Morality and ethics: The only way out of corruption in Ghana

Martin Alamisi Amidu Martin Alamisi Amidu has been appointed to investigate corruption cases in the country

Mon, 22 Jan 2018 Source: Dr. Samuel Adjei Sarfo

There are three institutions that help to shape citizens’ character in every country: Education, culture and religion. In Ghana, all these three institutions have woefully failed. Indeed, they rather help to deform the character of the citizenry. And here is why:

If we carefully consider the matter, exactly what moral and ethical codes are we learning in our schools? In the elementary schools, teachers are busy fixing the scores of their favorites and defiling their teenage charges. They are busy abusing these pupils and inflicting corporal punishment on them, or even extorting money from them. Teachers are sending students to the farms to work as slaves and collecting the moneys accruing from their labor.

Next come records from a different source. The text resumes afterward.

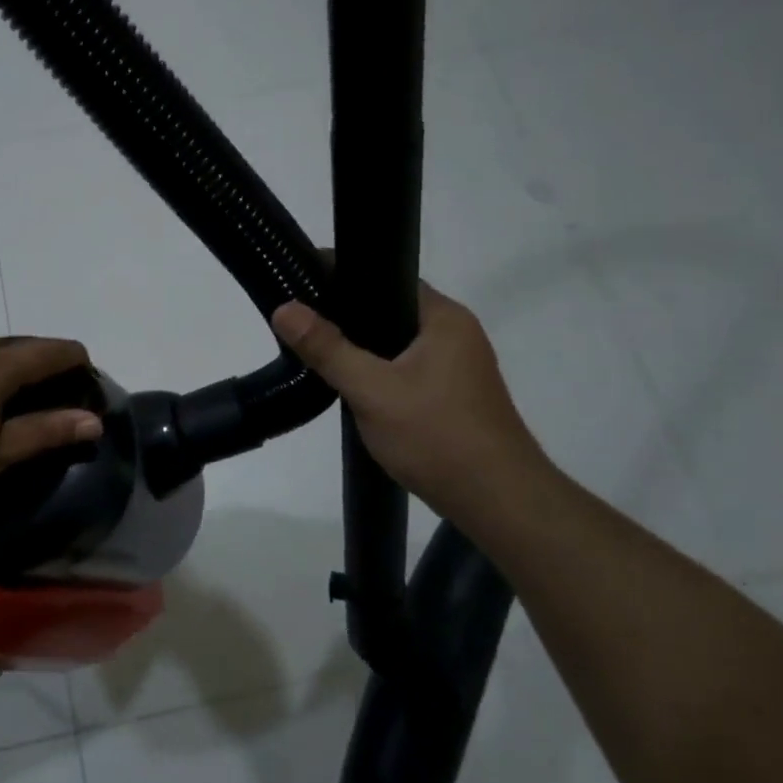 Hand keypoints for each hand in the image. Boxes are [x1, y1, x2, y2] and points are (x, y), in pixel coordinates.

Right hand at [272, 285, 548, 519]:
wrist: (499, 504)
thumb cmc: (438, 437)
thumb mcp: (372, 390)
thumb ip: (327, 348)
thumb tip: (283, 308)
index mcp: (444, 318)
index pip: (387, 278)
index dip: (344, 278)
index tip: (301, 283)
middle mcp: (456, 333)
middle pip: (390, 311)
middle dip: (347, 317)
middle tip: (301, 322)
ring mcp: (458, 367)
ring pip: (396, 344)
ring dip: (362, 349)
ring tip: (317, 352)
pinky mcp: (454, 396)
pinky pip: (406, 368)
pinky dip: (378, 372)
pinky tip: (352, 386)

From whence then are the examples in character and honesty, or the models in integrity?

When these children go to the boarding house at the high school, they are subjected to brutal hazing by the seniors who take from them the moneys and provisions which were given to them by their parents. Junior students pay huge bribes to these seniors so that they could be offered the needed protection, all under the very noses of the teachers who even become part of the grand exploitation of these children.

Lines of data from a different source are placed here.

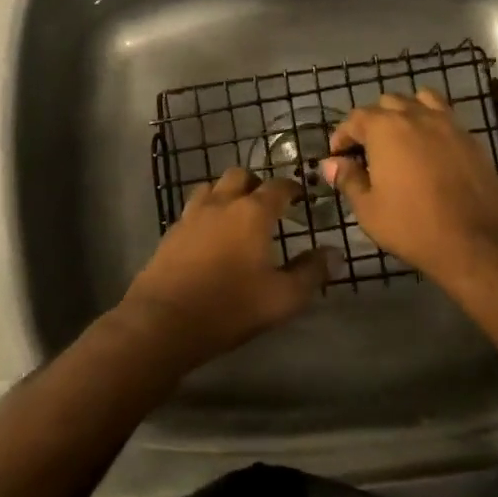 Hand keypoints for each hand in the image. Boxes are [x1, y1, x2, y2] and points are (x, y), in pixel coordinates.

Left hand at [117, 167, 331, 369]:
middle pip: (240, 176)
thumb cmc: (230, 306)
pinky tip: (210, 236)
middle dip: (257, 184)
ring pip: (211, 187)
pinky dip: (206, 213)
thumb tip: (334, 252)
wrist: (163, 321)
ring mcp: (191, 215)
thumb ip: (311, 272)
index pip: (278, 186)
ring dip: (227, 193)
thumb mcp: (283, 298)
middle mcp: (221, 203)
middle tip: (268, 204)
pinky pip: (193, 209)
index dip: (293, 188)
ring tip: (236, 215)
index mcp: (252, 212)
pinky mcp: (171, 233)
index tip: (302, 196)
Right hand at [322, 89, 497, 294]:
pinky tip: (429, 152)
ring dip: (405, 114)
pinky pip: (445, 118)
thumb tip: (332, 163)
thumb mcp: (369, 209)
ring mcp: (448, 124)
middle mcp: (416, 116)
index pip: (355, 118)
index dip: (342, 136)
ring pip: (420, 101)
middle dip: (372, 122)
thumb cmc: (413, 225)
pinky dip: (431, 125)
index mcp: (385, 128)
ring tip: (401, 141)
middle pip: (387, 103)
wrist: (477, 241)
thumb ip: (348, 179)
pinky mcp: (471, 139)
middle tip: (367, 151)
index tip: (338, 158)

At the universities, students are engaged in prurient activities, singing songs that insult the female genitalia, or perpetrating acts of vandalism and hooliganism, or holding hostage the educational curriculum in regular strikes, using their own educational opportunities as a bargaining chip with the school authorities or the government. The record also reflects that professors, lecturers, and teachers are actively engaged in sexual activities with their own wards for exams and monetary favors.

Nowhere, throughout the educational period is any emphases placed on the teaching of morality and ethics. Thus in Ghana, the educational system appears to have nothing to do with these character building tools in any real and tangible fashion. It is even possible to say that the school system is the place for the learning of corruption.

And if we think that the school system ought to cede training in character, morality and ethics to the religious establishment, then I will counter by stating plainly that our religious establishment is at the cornerstone of our moral corruption. Those religious leaders have concocted deep-seated lies to take money from their congregation. The lies consist mainly in the fact that a person can sin as much as he or she likes, go to the church or mosques and pay money and be cleansed. And that some personage somewhere will appear in the skies to solve all our problems for us. Therefore we need not struggle too hard to change what is wrong in the society.

By this panoply of plain lies, the religious establishment pays short shrift to whatever residual intelligence is acquired through the school system, encourage corruption through the promise of limitless forgiveness, receives tithes and offering without paying taxes or questioning the source of the money, and invests hope in the congregation that they have no duty or responsibility to build the nation, simply because somebody is bringing a brand new kingdom from the skies in which there shall be no work, no suffering and no tears…….

That is how the religious system has proscribed morality and promoted corruption. They encourage their devotees to reap where they have not sown!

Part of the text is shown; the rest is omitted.